-------- DATA EXTRACT --------

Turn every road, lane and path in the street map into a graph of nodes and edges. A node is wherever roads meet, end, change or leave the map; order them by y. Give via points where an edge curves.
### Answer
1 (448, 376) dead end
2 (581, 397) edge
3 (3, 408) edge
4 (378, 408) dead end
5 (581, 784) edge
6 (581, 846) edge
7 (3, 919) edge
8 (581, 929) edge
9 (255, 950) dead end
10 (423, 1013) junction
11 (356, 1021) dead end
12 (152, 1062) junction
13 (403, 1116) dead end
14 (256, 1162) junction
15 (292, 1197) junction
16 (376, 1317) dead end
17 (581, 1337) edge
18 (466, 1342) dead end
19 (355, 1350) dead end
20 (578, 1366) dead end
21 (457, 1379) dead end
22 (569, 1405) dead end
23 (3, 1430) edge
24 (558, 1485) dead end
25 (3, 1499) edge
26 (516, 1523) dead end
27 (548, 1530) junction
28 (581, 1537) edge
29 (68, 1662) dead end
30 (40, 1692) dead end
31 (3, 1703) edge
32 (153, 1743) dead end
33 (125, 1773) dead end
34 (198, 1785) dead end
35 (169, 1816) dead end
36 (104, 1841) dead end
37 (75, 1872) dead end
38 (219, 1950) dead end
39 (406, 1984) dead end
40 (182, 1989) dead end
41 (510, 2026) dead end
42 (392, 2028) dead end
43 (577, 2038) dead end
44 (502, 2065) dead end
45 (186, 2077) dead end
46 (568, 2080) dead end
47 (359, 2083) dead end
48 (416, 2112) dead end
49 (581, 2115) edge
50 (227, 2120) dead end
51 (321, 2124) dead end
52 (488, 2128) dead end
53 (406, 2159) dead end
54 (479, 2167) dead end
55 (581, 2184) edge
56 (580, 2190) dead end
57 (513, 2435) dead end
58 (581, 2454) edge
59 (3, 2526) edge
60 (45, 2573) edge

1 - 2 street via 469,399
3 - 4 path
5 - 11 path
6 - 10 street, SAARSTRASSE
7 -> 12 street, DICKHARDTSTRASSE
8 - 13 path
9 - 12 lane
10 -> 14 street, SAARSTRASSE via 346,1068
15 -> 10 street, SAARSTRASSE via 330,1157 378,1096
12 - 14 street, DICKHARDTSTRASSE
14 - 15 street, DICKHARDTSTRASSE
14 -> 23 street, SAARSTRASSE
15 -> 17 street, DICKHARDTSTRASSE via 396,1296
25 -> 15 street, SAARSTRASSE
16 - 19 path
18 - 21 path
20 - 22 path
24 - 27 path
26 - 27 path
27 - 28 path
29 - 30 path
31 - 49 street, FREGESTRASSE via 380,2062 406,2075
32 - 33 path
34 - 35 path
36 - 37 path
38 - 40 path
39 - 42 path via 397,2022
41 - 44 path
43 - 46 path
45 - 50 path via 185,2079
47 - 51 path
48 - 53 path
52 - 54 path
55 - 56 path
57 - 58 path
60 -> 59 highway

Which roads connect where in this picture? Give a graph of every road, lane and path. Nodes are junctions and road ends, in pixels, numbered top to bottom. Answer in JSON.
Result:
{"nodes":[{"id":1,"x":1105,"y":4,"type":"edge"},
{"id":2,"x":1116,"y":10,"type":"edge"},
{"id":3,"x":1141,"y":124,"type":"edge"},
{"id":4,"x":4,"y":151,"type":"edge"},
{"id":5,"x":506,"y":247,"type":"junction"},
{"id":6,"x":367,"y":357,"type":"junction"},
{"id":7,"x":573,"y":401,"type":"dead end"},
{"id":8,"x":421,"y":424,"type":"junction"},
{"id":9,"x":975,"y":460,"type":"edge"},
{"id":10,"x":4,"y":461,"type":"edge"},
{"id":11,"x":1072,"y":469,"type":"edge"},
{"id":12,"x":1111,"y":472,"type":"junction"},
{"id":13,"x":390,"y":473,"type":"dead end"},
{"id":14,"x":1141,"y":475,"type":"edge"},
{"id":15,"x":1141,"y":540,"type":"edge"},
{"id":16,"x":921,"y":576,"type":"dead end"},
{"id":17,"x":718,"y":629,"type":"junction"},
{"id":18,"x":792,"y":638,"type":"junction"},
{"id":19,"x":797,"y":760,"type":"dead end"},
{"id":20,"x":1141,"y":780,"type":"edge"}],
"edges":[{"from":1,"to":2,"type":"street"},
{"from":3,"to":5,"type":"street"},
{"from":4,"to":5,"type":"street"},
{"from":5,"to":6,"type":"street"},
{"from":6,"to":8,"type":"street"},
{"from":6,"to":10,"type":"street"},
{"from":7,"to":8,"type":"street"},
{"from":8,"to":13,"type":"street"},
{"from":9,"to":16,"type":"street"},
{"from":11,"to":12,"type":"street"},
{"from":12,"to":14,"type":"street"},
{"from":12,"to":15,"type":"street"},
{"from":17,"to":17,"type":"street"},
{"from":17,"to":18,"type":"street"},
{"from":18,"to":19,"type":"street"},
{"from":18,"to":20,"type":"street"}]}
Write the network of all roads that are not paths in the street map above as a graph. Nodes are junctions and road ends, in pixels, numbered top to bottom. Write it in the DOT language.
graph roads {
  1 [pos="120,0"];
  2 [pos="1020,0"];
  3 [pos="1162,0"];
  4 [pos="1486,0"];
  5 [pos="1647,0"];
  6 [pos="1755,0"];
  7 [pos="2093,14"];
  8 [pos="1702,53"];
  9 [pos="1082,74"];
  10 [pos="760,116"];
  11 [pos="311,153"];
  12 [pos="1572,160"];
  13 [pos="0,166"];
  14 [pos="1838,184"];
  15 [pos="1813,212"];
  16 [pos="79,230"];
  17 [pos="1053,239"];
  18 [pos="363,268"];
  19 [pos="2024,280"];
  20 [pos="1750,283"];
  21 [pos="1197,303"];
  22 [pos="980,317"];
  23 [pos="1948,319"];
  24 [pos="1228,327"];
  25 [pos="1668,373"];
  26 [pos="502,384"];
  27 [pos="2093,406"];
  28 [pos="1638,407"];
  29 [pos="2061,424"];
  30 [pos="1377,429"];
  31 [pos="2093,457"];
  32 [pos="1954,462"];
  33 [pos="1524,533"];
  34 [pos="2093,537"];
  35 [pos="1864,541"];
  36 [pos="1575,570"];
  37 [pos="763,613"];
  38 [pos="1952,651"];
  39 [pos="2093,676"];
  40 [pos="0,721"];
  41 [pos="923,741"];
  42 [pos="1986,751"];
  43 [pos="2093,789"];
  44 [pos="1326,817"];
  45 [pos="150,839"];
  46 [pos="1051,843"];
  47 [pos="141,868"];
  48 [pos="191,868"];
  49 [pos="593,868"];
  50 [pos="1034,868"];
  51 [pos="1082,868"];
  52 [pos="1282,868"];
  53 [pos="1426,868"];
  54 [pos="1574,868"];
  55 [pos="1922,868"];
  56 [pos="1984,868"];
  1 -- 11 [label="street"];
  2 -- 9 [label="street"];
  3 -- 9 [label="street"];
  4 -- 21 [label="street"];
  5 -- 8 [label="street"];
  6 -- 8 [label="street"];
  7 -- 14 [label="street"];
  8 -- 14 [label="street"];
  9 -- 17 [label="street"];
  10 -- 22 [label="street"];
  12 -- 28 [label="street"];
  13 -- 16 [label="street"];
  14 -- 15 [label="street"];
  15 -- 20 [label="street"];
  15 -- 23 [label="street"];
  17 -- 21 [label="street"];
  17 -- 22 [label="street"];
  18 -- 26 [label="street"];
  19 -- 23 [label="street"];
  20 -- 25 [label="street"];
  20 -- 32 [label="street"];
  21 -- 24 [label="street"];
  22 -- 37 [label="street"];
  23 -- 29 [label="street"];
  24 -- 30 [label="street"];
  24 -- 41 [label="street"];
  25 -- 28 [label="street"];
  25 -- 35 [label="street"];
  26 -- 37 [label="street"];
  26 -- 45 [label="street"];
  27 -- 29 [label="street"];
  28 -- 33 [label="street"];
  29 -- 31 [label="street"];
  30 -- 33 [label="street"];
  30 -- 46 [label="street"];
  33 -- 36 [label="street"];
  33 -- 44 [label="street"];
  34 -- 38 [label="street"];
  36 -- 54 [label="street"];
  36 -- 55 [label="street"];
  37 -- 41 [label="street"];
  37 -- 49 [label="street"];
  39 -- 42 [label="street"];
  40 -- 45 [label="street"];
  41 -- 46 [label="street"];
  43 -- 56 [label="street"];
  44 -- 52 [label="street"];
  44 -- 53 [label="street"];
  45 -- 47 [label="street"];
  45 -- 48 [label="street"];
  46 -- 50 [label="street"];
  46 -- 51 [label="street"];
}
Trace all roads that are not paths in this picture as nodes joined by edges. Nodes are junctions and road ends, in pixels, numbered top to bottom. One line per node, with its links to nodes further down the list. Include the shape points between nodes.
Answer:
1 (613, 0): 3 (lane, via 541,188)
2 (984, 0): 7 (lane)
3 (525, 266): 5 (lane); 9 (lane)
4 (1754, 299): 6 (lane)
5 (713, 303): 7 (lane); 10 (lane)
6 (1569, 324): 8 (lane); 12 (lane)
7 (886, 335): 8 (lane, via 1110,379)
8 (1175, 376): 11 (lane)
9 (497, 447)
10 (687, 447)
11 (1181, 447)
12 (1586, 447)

--------

TO DO: Where in the records above does the word "this" appear? Copy each line that holds it.

EXERCISE RESULT:
Which roads connect where in this picture? Give a graph of every road, lane and path. Nodes are junctions and road ends, in pixels, numbered top to bottom. Answer in JSON.
Trace all roads that are not paths in this picture as nodes joined by edges. Nodes are junctions and road ends, in pixels, numbered top to bottom. One line per node, with its links to nodes further down the list. Include the shape points between nodes.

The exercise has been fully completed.